_Work request_. Every line of the listing that holds the word "color" should be returned.

=== Given entries ===

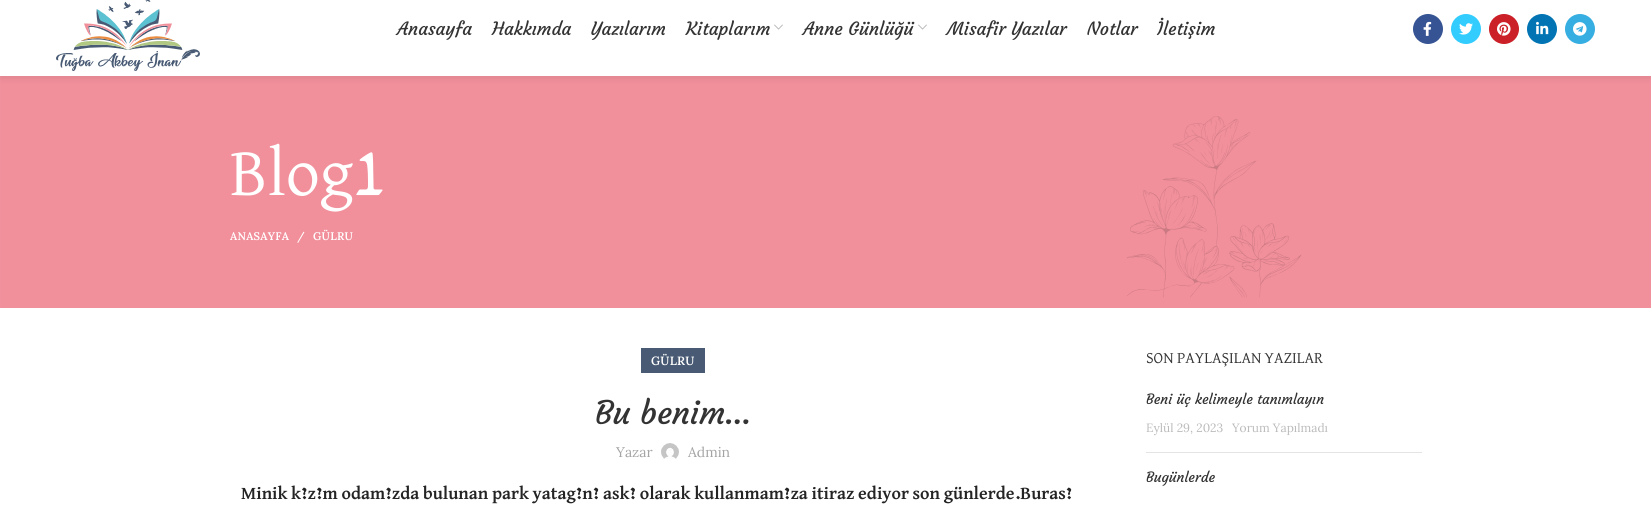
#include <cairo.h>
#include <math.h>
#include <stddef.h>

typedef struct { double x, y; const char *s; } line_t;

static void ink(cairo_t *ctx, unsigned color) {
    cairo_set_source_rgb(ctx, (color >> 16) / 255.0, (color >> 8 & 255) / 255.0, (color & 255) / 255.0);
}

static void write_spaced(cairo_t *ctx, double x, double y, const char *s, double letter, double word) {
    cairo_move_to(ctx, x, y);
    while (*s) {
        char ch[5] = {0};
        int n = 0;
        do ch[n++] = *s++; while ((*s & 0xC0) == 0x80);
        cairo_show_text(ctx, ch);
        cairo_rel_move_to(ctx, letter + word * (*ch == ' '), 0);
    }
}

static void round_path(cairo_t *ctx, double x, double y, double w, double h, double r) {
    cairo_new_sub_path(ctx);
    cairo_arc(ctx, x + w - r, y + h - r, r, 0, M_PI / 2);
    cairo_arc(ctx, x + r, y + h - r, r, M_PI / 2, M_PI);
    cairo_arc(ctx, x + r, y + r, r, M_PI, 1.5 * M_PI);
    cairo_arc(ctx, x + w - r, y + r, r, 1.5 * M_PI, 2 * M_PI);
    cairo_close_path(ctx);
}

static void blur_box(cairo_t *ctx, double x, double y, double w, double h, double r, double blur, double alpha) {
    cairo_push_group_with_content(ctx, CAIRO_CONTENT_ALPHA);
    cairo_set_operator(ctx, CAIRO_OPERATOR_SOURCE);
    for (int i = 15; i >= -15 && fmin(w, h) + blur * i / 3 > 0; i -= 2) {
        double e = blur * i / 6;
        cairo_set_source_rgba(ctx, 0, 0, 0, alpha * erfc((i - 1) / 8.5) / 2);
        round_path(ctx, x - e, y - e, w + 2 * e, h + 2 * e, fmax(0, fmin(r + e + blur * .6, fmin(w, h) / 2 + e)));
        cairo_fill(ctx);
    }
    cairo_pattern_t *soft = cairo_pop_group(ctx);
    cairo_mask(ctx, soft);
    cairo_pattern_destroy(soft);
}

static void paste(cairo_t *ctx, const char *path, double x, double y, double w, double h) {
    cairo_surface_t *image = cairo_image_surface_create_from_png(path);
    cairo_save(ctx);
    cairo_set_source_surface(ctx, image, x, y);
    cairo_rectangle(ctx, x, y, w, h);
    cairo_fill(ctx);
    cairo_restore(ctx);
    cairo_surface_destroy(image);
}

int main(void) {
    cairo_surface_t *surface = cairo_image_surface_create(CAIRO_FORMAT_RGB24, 1651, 505);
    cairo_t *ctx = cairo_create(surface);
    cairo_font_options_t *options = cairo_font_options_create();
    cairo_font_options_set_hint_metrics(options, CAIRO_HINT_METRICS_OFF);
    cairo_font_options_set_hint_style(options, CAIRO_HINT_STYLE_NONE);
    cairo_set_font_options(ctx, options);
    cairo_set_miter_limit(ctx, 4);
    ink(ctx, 0xFFFFFF);
    cairo_paint(ctx);
    paste(ctx, "media/8.png", 0, 76, 1651, 232);
    ink(ctx, 0x000000);
    blur_box(ctx, 0, -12, 1651, 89, 0, 4, 0.1);
    ink(ctx, 0xFFFFFF);
    cairo_rectangle(ctx, 0, 0, 1651, 76);
    cairo_fill(ctx);
    paste(ctx, "media/1.png", 56, 0, 144, 71);
    cairo_select_font_face(ctx, "Courgette", CAIRO_FONT_SLANT_NORMAL, CAIRO_FONT_WEIGHT_NORMAL);
    cairo_set_font_size(ctx, 18);
    ink(ctx, 0x333333);
    {
        static const line_t items[] = {
            {397, 35, "Anasayfa"},
            {492, 35, "Hakkımda"},
            {591, 35, "Yazılarım"},
            {686, 35, "Kitaplarım"},
        };
        for (size_t i = 0; i < sizeof items / sizeof *items; i++) {
            cairo_move_to(ctx, items[i].x, items[i].y);
            cairo_show_text(ctx, items[i].s);
        }
    }
    paste(ctx, "media/2.png", 774, 24, 9, 6);
    cairo_move_to(ctx, 803, 35);
    cairo_show_text(ctx, "Anne Günlüğü");
    paste(ctx, "media/2.png", 918, 24, 9, 6);
    {
        static const line_t items[] = {
            {947, 35, "Misafir Yazılar"},
            {1087, 35, "Notlar"},
            {1157, 35, "İletişim"},
        };
        for (size_t i = 0; i < sizeof items / sizeof *items; i++) {
            cairo_move_to(ctx, items[i].x, items[i].y);
            cairo_show_text(ctx, items[i].s);
        }
    }
    ink(ctx, 0x365493);
    cairo_new_path(ctx);
    cairo_arc(ctx, 1428, 29, 15, 0, 2 * M_PI);
    cairo_fill(ctx);
    paste(ctx, "media/3.png", 1423, 21, 9, 15);
    ink(ctx, 0x33CCFF);
    cairo_arc(ctx, 1466, 29, 15, 0, 2 * M_PI);
    cairo_fill(ctx);
    paste(ctx, "media/4.png", 1459, 23, 14, 12);
    ink(ctx, 0xCB2027);
    cairo_arc(ctx, 1504, 29, 15, 0, 2 * M_PI);
    cairo_fill(ctx);
    paste(ctx, "media/5.png", 1497, 22, 14, 14);
    ink(ctx, 0x0274B3);
    cairo_arc(ctx, 1542, 29, 15, 0, 2 * M_PI);
    cairo_fill(ctx);
    paste(ctx, "media/6.png", 1536, 21, 13, 14);
    ink(ctx, 0x37AEE2);
    cairo_arc(ctx, 1580, 29, 15, 0, 2 * M_PI);
    cairo_fill(ctx);
    paste(ctx, "media/7.png", 1573, 22, 14, 14);
    cairo_select_font_face(ctx, "David Libre", CAIRO_FONT_SLANT_NORMAL, CAIRO_FONT_WEIGHT_NORMAL);
    cairo_set_font_size(ctx, 68);
    ink(ctx, 0xFFFFFF);
    cairo_move_to(ctx, 230, 195);
    cairo_show_text(ctx, "Blog1");
    cairo_select_font_face(ctx, "Lora SemiBold", CAIRO_FONT_SLANT_NORMAL, CAIRO_FONT_WEIGHT_NORMAL);
    cairo_set_font_size(ctx, 11);
    {
        static const line_t items[] = {
            {230, 240, "ANASAYFA"},
            {297, 240, "/"},
            {313, 240, "GÜLRU"},
        };
        for (size_t i = 0; i < sizeof items / sizeof *items; i++) {
            write_spaced(ctx, items[i].x, items[i].y, items[i].s, 0.25, 0);
        }
    }
    ink(ctx, 0x495B74);
    cairo_rectangle(ctx, 641, 348, 64, 25);
    cairo_fill(ctx);
    cairo_set_font_size(ctx, 12);
    ink(ctx, 0xFFFFFF);
    write_spaced(ctx, 651, 365, "GÜLRU", 0.25, 0);
    cairo_select_font_face(ctx, "Courgette", CAIRO_FONT_SLANT_NORMAL, CAIRO_FONT_WEIGHT_NORMAL);
    cairo_set_font_size(ctx, 32);
    ink(ctx, 0x333333);
    cairo_move_to(ctx, 595, 424);
    cairo_show_text(ctx, "Bu benim…");
    cairo_select_font_face(ctx, "Lora", CAIRO_FONT_SLANT_NORMAL, CAIRO_FONT_WEIGHT_NORMAL);
    cairo_set_font_size(ctx, 14);
    ink(ctx, 0xA4A4A4);
    cairo_move_to(ctx, 616, 457);
    cairo_show_text(ctx, "Yazar");
    paste(ctx, "media/9.png", 661, 443, 18, 16);
    cairo_move_to(ctx, 688, 457);
    cairo_show_text(ctx, "Admin");
    cairo_select_font_face(ctx, "David Libre", CAIRO_FONT_SLANT_NORMAL, CAIRO_FONT_WEIGHT_BOLD);
    cairo_set_font_size(ctx, 18);
    ink(ctx, 0x242424);
    cairo_move_to(ctx, 241, 499);
    cairo_show_text(ctx, "Minik k?z?m odam?zda bulunan park yatag?n? ask? olarak kullanmam?za itiraz ediyor son günlerde.Buras?");
    cairo_select_font_face(ctx, "David Libre", CAIRO_FONT_SLANT_NORMAL, CAIRO_FONT_WEIGHT_NORMAL);
    cairo_set_font_size(ctx, 16);
    ink(ctx, 0x333333);
    cairo_move_to(ctx, 1146, 363);
    cairo_show_text(ctx, "SON PAYLAŞILAN YAZILAR");
    ink(ctx, 0xE4E4E4);
    cairo_rectangle(ctx, 1146, 452, 276, 1);
    cairo_fill(ctx);
    cairo_select_font_face(ctx, "Courgette", CAIRO_FONT_SLANT_NORMAL, CAIRO_FONT_WEIGHT_NORMAL);
    cairo_set_font_size(ctx, 14);
    ink(ctx, 0x333333);
    cairo_move_to(ctx, 1146, 404);
    cairo_show_text(ctx, "Beni üç kelimeyle tanımlayın");
    cairo_select_font_face(ctx, "Lora", CAIRO_FONT_SLANT_NORMAL, CAIRO_FONT_WEIGHT_NORMAL);
    cairo_set_font_size(ctx, 12);
    ink(ctx, 0xBBBBBB);
    cairo_move_to(ctx, 1146, 432);
    cairo_show_text(ctx, "Eylül 29, 2023");
    cairo_move_to(ctx, 1232, 432);
    cairo_show_text(ctx, "Yorum Yapılmadı");
    cairo_select_font_face(ctx, "Courgette", CAIRO_FONT_SLANT_NORMAL, CAIRO_FONT_WEIGHT_NORMAL);
    cairo_set_font_size(ctx, 14);
    ink(ctx, 0x333333);
    cairo_move_to(ctx, 1146, 482);
    cairo_show_text(ctx, "Bugünlerde");
    cairo_surface_write_to_png(surface, "image.png");
    cairo_font_options_destroy(options);
    cairo_destroy(ctx);
    cairo_surface_destroy(surface);
    return 0;
}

===

_Your response_.
static void ink(cairo_t *ctx, unsigned color) {
    cairo_set_source_rgb(ctx, (color >> 16) / 255.0, (color >> 8 & 255) / 255.0, (color & 255) / 255.0);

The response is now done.